*Stored data entries*:
---
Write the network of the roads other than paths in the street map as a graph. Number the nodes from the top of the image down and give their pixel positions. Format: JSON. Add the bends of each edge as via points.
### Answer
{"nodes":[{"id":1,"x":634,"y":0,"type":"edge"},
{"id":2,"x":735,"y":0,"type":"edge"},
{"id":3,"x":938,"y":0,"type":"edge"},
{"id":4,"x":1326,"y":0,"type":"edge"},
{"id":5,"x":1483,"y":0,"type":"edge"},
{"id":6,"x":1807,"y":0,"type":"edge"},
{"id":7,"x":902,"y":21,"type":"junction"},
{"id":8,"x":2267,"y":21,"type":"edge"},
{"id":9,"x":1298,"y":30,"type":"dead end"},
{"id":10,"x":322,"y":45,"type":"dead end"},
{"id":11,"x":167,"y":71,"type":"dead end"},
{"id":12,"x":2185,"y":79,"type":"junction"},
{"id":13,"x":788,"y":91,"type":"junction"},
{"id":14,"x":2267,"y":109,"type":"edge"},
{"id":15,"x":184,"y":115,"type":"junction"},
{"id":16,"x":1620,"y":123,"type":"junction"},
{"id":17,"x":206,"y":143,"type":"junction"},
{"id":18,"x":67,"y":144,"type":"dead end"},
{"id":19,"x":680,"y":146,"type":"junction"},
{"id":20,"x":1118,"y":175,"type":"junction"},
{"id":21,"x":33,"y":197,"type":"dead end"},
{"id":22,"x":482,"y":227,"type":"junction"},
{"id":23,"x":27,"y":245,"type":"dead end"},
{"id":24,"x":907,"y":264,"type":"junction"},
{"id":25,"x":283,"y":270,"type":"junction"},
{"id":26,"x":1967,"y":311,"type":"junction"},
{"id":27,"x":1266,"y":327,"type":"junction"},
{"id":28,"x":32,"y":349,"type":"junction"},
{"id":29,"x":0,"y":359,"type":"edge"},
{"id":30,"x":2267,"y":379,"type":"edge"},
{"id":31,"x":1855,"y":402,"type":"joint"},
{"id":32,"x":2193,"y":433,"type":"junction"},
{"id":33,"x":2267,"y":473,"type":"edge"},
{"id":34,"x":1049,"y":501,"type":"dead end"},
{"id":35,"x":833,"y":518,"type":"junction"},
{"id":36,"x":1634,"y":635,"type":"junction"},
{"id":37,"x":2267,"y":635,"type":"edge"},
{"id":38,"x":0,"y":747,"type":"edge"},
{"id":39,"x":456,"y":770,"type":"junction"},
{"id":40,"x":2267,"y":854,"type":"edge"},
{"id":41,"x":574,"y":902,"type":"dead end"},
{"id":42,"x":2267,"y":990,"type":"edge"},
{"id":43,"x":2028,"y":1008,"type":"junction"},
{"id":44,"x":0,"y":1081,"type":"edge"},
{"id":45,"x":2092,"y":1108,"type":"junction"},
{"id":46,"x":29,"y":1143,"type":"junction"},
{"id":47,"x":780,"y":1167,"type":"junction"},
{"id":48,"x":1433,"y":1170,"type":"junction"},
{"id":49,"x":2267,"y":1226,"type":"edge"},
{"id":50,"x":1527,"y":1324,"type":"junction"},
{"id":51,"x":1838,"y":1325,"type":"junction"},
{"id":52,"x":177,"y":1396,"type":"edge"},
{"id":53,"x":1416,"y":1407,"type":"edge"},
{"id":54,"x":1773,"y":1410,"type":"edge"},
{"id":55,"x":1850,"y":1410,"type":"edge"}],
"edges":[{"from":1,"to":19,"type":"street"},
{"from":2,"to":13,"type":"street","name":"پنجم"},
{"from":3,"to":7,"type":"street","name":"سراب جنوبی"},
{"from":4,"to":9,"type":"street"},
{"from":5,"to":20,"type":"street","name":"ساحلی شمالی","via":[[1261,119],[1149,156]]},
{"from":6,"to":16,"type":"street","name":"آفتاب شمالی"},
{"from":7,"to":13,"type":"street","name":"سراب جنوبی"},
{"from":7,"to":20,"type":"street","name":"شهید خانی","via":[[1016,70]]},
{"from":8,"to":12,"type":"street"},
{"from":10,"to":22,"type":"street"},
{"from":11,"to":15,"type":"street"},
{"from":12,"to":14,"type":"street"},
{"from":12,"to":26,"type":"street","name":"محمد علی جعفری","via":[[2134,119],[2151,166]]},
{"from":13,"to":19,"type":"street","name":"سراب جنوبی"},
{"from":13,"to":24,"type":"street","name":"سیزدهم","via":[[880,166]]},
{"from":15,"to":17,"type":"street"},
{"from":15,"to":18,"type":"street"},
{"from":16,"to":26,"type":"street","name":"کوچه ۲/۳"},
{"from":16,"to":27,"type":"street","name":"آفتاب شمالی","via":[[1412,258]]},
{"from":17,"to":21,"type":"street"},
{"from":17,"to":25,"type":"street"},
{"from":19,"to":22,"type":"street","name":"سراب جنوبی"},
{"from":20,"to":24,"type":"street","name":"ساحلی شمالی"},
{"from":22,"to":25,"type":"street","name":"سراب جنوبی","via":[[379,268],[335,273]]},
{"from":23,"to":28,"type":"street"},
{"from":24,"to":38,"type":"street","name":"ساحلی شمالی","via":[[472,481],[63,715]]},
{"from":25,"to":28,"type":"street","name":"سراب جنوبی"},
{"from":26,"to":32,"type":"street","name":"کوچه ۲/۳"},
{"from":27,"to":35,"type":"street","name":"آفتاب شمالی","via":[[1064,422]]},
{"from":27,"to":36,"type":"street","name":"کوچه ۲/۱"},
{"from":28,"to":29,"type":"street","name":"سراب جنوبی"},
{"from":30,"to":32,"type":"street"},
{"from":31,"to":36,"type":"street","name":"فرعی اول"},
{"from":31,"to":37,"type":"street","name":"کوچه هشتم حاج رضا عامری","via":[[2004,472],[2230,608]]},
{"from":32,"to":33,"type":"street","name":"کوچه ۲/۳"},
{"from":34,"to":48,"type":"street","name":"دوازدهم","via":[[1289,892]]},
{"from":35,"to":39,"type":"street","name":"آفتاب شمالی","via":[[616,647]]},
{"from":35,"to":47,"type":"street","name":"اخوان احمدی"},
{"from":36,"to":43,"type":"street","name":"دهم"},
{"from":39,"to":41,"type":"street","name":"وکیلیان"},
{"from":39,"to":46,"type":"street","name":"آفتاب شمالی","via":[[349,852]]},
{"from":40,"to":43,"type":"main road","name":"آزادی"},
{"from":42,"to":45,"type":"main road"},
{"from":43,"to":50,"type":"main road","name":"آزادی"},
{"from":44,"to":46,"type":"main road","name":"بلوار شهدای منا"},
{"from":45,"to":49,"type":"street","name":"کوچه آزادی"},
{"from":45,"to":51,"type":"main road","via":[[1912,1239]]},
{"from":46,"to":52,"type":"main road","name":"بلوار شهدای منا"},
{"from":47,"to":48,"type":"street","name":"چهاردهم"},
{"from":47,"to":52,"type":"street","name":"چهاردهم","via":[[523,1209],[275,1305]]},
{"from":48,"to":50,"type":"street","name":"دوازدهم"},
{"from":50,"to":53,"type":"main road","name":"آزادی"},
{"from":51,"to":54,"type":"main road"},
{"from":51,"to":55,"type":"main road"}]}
---
*Exercise requirements*:
What's needed is an exact copy of every entry.

*Written response*:
Write the network of the roads other than paths in the street map as a graph. Number the nodes from the top of the image down and give their pixel positions. Format: JSON. Add the bends of each edge as via points.
### Answer
{"nodes":[{"id":1,"x":634,"y":0,"type":"edge"},
{"id":2,"x":735,"y":0,"type":"edge"},
{"id":3,"x":938,"y":0,"type":"edge"},
{"id":4,"x":1326,"y":0,"type":"edge"},
{"id":5,"x":1483,"y":0,"type":"edge"},
{"id":6,"x":1807,"y":0,"type":"edge"},
{"id":7,"x":902,"y":21,"type":"junction"},
{"id":8,"x":2267,"y":21,"type":"edge"},
{"id":9,"x":1298,"y":30,"type":"dead end"},
{"id":10,"x":322,"y":45,"type":"dead end"},
{"id":11,"x":167,"y":71,"type":"dead end"},
{"id":12,"x":2185,"y":79,"type":"junction"},
{"id":13,"x":788,"y":91,"type":"junction"},
{"id":14,"x":2267,"y":109,"type":"edge"},
{"id":15,"x":184,"y":115,"type":"junction"},
{"id":16,"x":1620,"y":123,"type":"junction"},
{"id":17,"x":206,"y":143,"type":"junction"},
{"id":18,"x":67,"y":144,"type":"dead end"},
{"id":19,"x":680,"y":146,"type":"junction"},
{"id":20,"x":1118,"y":175,"type":"junction"},
{"id":21,"x":33,"y":197,"type":"dead end"},
{"id":22,"x":482,"y":227,"type":"junction"},
{"id":23,"x":27,"y":245,"type":"dead end"},
{"id":24,"x":907,"y":264,"type":"junction"},
{"id":25,"x":283,"y":270,"type":"junction"},
{"id":26,"x":1967,"y":311,"type":"junction"},
{"id":27,"x":1266,"y":327,"type":"junction"},
{"id":28,"x":32,"y":349,"type":"junction"},
{"id":29,"x":0,"y":359,"type":"edge"},
{"id":30,"x":2267,"y":379,"type":"edge"},
{"id":31,"x":1855,"y":402,"type":"joint"},
{"id":32,"x":2193,"y":433,"type":"junction"},
{"id":33,"x":2267,"y":473,"type":"edge"},
{"id":34,"x":1049,"y":501,"type":"dead end"},
{"id":35,"x":833,"y":518,"type":"junction"},
{"id":36,"x":1634,"y":635,"type":"junction"},
{"id":37,"x":2267,"y":635,"type":"edge"},
{"id":38,"x":0,"y":747,"type":"edge"},
{"id":39,"x":456,"y":770,"type":"junction"},
{"id":40,"x":2267,"y":854,"type":"edge"},
{"id":41,"x":574,"y":902,"type":"dead end"},
{"id":42,"x":2267,"y":990,"type":"edge"},
{"id":43,"x":2028,"y":1008,"type":"junction"},
{"id":44,"x":0,"y":1081,"type":"edge"},
{"id":45,"x":2092,"y":1108,"type":"junction"},
{"id":46,"x":29,"y":1143,"type":"junction"},
{"id":47,"x":780,"y":1167,"type":"junction"},
{"id":48,"x":1433,"y":1170,"type":"junction"},
{"id":49,"x":2267,"y":1226,"type":"edge"},
{"id":50,"x":1527,"y":1324,"type":"junction"},
{"id":51,"x":1838,"y":1325,"type":"junction"},
{"id":52,"x":177,"y":1396,"type":"edge"},
{"id":53,"x":1416,"y":1407,"type":"edge"},
{"id":54,"x":1773,"y":1410,"type":"edge"},
{"id":55,"x":1850,"y":1410,"type":"edge"}],
"edges":[{"from":1,"to":19,"type":"street"},
{"from":2,"to":13,"type":"street","name":"پنجم"},
{"from":3,"to":7,"type":"street","name":"سراب جنوبی"},
{"from":4,"to":9,"type":"street"},
{"from":5,"to":20,"type":"street","name":"ساحلی شمالی","via":[[1261,119],[1149,156]]},
{"from":6,"to":16,"type":"street","name":"آفتاب شمالی"},
{"from":7,"to":13,"type":"street","name":"سراب جنوبی"},
{"from":7,"to":20,"type":"street","name":"شهید خانی","via":[[1016,70]]},
{"from":8,"to":12,"type":"street"},
{"from":10,"to":22,"type":"street"},
{"from":11,"to":15,"type":"street"},
{"from":12,"to":14,"type":"street"},
{"from":12,"to":26,"type":"street","name":"محمد علی جعفری","via":[[2134,119],[2151,166]]},
{"from":13,"to":19,"type":"street","name":"سراب جنوبی"},
{"from":13,"to":24,"type":"street","name":"سیزدهم","via":[[880,166]]},
{"from":15,"to":17,"type":"street"},
{"from":15,"to":18,"type":"street"},
{"from":16,"to":26,"type":"street","name":"کوچه ۲/۳"},
{"from":16,"to":27,"type":"street","name":"آفتاب شمالی","via":[[1412,258]]},
{"from":17,"to":21,"type":"street"},
{"from":17,"to":25,"type":"street"},
{"from":19,"to":22,"type":"street","name":"سراب جنوبی"},
{"from":20,"to":24,"type":"street","name":"ساحلی شمالی"},
{"from":22,"to":25,"type":"street","name":"سراب جنوبی","via":[[379,268],[335,273]]},
{"from":23,"to":28,"type":"street"},
{"from":24,"to":38,"type":"street","name":"ساحلی شمالی","via":[[472,481],[63,715]]},
{"from":25,"to":28,"type":"street","name":"سراب جنوبی"},
{"from":26,"to":32,"type":"street","name":"کوچه ۲/۳"},
{"from":27,"to":35,"type":"street","name":"آفتاب شمالی","via":[[1064,422]]},
{"from":27,"to":36,"type":"street","name":"کوچه ۲/۱"},
{"from":28,"to":29,"type":"street","name":"سراب جنوبی"},
{"from":30,"to":32,"type":"street"},
{"from":31,"to":36,"type":"street","name":"فرعی اول"},
{"from":31,"to":37,"type":"street","name":"کوچه هشتم حاج رضا عامری","via":[[2004,472],[2230,608]]},
{"from":32,"to":33,"type":"street","name":"کوچه ۲/۳"},
{"from":34,"to":48,"type":"street","name":"دوازدهم","via":[[1289,892]]},
{"from":35,"to":39,"type":"street","name":"آفتاب شمالی","via":[[616,647]]},
{"from":35,"to":47,"type":"street","name":"اخوان احمدی"},
{"from":36,"to":43,"type":"street","name":"دهم"},
{"from":39,"to":41,"type":"street","name":"وکیلیان"},
{"from":39,"to":46,"type":"street","name":"آفتاب شمالی","via":[[349,852]]},
{"from":40,"to":43,"type":"main road","name":"آزادی"},
{"from":42,"to":45,"type":"main road"},
{"from":43,"to":50,"type":"main road","name":"آزادی"},
{"from":44,"to":46,"type":"main road","name":"بلوار شهدای منا"},
{"from":45,"to":49,"type":"street","name":"کوچه آزادی"},
{"from":45,"to":51,"type":"main road","via":[[1912,1239]]},
{"from":46,"to":52,"type":"main road","name":"بلوار شهدای منا"},
{"from":47,"to":48,"type":"street","name":"چهاردهم"},
{"from":47,"to":52,"type":"street","name":"چهاردهم","via":[[523,1209],[275,1305]]},
{"from":48,"to":50,"type":"street","name":"دوازدهم"},
{"from":50,"to":53,"type":"main road","name":"آزادی"},
{"from":51,"to":54,"type":"main road"},
{"from":51,"to":55,"type":"main road"}]}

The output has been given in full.